At the time the Hubble was launched, ground based telescopes were limited by atmospheric turbulence (astronomical seeing) which blurs images. New technology has largely removed this barrier to resolution of ground based telescopes. Adaptive optics technology warps a mirror in the light path of a telescope to dynamically correct for atmospheric distortion. It uses a reference star image to calculate the distortion of the air in real time. When there isn't a good reference star near the target, an artificial reference star can be created by a ground based laser exciting sodium high in the atmosphere.
Adaptive optics allow large ground based telescopes to capture clearer images than the smaller Hubble telescope.

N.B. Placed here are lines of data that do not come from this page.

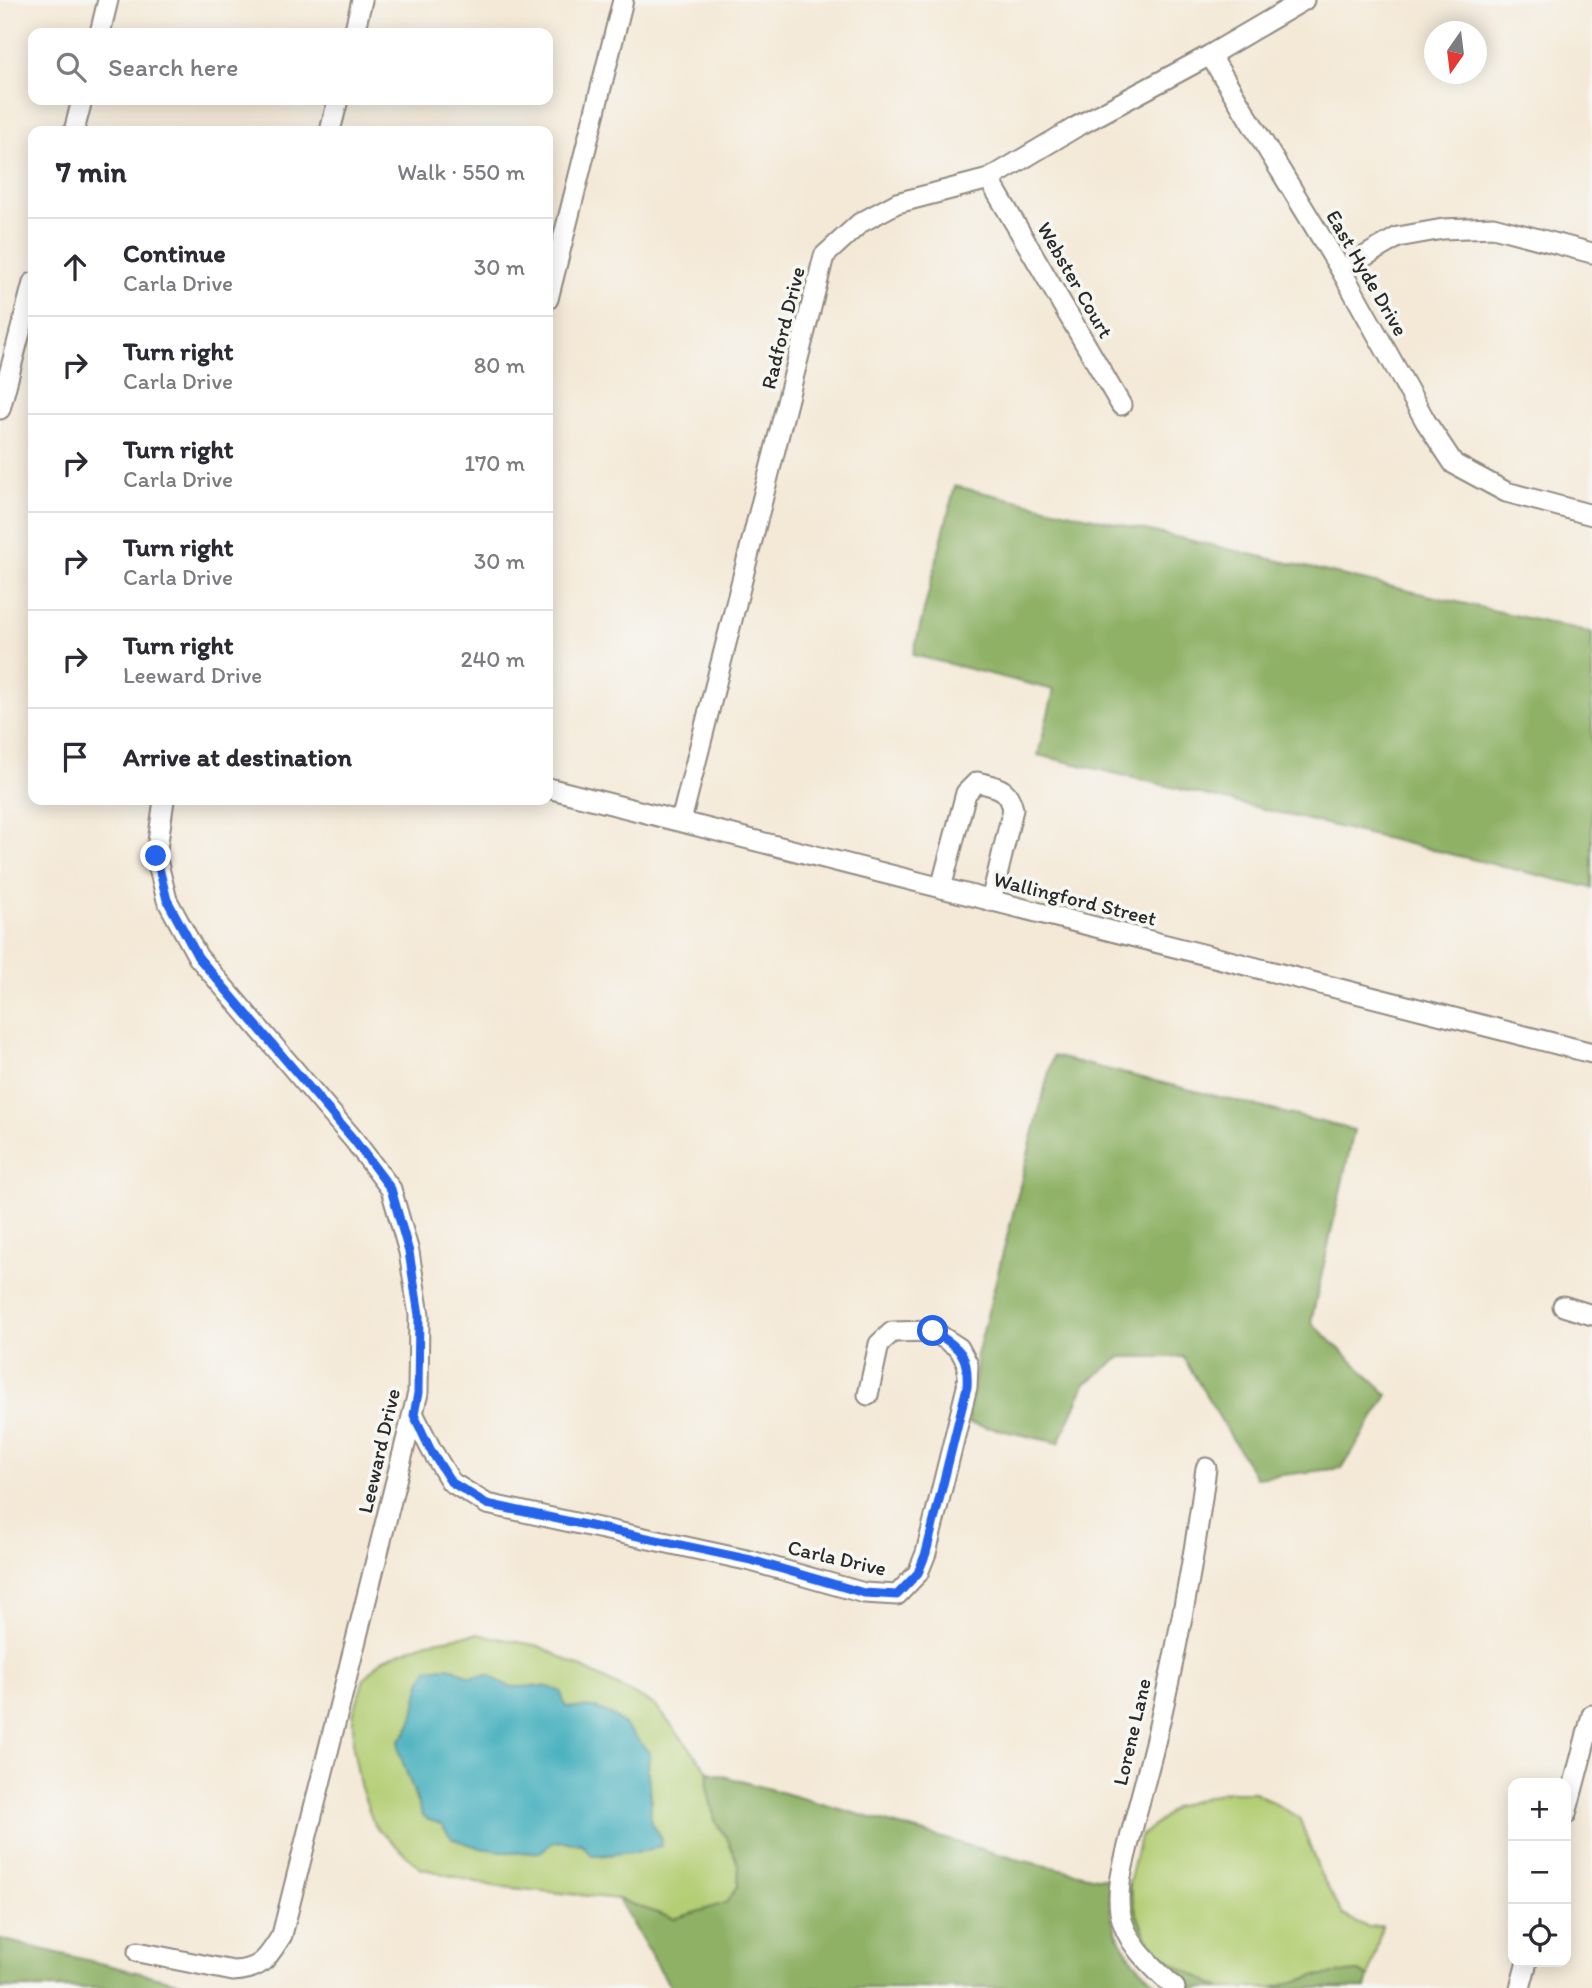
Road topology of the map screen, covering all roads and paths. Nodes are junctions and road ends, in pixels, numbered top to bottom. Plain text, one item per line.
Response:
1 (108, 0) edge
2 (362, 0) edge
3 (623, 0) edge
4 (1304, 0) edge
5 (101, 28) edge
6 (355, 28) edge
7 (1210, 55) junction
8 (81, 105) edge
9 (337, 105) edge
10 (75, 126) edge
11 (331, 126) edge
12 (989, 179) junction
13 (1592, 253) edge
14 (1340, 270) junction
15 (553, 279) edge
16 (28, 301) edge
17 (1, 398) edge
18 (1121, 405) dead end
19 (1592, 515) edge
20 (553, 789) edge
21 (163, 805) edge
22 (681, 821) junction
23 (941, 888) junction
24 (990, 901) junction
25 (1592, 1053) edge
26 (1563, 1306) dead end
27 (1592, 1315) edge
28 (868, 1395) dead end
29 (414, 1415) junction
30 (1206, 1468) dead end
31 (1592, 1715) edge
32 (1571, 1795) edge
33 (138, 1952) dead end
34 (1526, 1967) edge
35 (1175, 1988) edge
36 (1520, 1988) edge

1 - 5 street
2 - 6 street
3 - 15 street
4 - 7 street, Radford Drive
7 - 12 street, Radford Drive
7 - 14 street, East Hyde Drive
8 - 10 street
9 - 11 street
12 - 18 street, Webster Court
12 - 22 street, Radford Drive
13 - 14 street
14 - 19 street, East Hyde Drive
16 - 17 street
20 - 22 street, Wallingford Street
21 - 29 street, Leeward Drive
22 - 23 street, Wallingford Street
23 - 24 street, Wallingford Street
23 - 24 street
24 - 25 street, Wallingford Street
26 - 27 street
28 - 29 street, Carla Drive
29 - 33 street, Leeward Drive
30 - 35 street, Lorene Lane
31 - 32 street
34 - 36 street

This is why there are no plans for a direct replacement for the HST. New space telescopes all operate in frequency bands outside the visual range of the human eye where signals are blocked by the atmosphere. Space telescopes are now the best alternative for images in the deep infrared, ultraviolet, and other bands where the atmosphere is optic. On the ground, there is a building boom in large telescopes for visual band images.
These technologies, including adaptive optics and lucky imaging, are easily retrofitted onto existing telescopes. Here is one example Palomar Observatory: PALM-3000: Exoplanet Adaptive Optics for the 5-meter Hale Telescope by R. Dekany et al in the Astrophysical Journal. This image compares an image of Jupiter's moon Ganymede take with the 70 year old 5 meter telescope on Mt. Palomar, retrofitted with adaptive objects, to a similar image taken with the Hubble Space Telescope. The ground based image is far superior to the HST image:
Adaptive optics cannot correct atmospheric distortion over very wide fields of view. A survey telescope like the Vera Rubin (LSST) 8m telescope with 3.2 GigaPixel camera and f/1.23 focal ratio would be better located in space. We may see this in the future when we have the technology to assemble multiple mirror telescopes in space.
The James Webb infrared space telescope will test our technology to deploy a self-deploying multiple mirror telescope with a 6m aperture in space. If successful this could pave the way for large visual band telescopes in space. It has proven difficult and expensive to develop this technology. The James Webb IR telescope has more than a decade of delays and billions of dollars in cost overruns. Until this becomes proven and less costly technology, ground based telescopes in the visual range will capture better images at much lower cost.